#### Task:
In the data that follows, determine how many lines contain the word "main", and give only that number.

#### Record excerpts:
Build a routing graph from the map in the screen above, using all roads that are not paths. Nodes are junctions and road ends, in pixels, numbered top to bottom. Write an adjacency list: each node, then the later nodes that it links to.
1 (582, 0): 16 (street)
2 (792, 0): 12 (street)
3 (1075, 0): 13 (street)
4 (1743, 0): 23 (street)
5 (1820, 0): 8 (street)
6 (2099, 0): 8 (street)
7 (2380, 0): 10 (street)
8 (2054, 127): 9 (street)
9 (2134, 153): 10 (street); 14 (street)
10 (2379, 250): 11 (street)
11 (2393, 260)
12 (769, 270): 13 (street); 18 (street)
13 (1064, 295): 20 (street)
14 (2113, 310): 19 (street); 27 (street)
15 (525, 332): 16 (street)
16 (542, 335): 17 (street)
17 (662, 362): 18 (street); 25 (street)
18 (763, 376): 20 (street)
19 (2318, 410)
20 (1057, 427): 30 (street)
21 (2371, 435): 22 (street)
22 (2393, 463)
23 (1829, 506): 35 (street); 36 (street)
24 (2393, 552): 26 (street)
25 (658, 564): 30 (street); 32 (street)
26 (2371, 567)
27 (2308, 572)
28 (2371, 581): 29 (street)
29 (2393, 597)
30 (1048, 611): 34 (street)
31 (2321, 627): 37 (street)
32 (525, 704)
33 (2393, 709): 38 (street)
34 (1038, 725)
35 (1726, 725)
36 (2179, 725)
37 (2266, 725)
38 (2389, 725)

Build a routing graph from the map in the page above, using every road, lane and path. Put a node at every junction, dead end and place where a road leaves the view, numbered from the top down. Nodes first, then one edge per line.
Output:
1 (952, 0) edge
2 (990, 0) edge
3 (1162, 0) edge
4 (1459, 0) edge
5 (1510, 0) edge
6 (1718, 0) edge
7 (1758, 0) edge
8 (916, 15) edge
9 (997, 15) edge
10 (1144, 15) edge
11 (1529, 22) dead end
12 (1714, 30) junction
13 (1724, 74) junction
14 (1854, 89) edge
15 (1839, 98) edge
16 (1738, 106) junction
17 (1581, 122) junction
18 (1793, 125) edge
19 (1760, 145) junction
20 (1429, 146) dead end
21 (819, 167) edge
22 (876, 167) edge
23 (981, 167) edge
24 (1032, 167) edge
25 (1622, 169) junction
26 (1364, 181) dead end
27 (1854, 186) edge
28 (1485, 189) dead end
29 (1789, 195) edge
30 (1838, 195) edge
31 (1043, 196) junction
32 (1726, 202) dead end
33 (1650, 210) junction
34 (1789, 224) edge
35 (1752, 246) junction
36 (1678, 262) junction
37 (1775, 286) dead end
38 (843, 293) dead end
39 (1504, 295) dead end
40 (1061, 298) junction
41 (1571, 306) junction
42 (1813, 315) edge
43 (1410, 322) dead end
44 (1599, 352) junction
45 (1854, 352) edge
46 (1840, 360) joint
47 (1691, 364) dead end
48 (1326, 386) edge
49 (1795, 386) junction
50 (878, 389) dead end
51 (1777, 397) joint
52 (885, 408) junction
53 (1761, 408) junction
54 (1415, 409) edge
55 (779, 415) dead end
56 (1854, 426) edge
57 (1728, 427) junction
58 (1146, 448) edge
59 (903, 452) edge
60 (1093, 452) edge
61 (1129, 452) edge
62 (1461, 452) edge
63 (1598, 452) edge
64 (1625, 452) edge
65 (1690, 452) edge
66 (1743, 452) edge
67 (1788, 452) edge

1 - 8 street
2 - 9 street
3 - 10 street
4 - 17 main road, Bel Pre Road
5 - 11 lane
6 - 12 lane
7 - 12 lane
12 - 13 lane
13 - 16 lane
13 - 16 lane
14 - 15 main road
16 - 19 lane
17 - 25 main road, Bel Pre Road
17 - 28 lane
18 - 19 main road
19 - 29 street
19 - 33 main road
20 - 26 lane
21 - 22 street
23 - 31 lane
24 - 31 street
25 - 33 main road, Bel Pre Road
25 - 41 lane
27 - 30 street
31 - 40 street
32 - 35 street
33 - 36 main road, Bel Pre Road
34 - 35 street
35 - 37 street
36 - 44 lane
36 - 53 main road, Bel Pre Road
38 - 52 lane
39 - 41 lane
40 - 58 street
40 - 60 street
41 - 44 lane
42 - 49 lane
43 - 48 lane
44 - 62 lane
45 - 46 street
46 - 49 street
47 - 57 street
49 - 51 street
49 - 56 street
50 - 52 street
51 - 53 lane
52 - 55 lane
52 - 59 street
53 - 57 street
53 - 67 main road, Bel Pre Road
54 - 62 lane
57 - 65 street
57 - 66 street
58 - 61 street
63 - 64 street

#### Expected answer:
9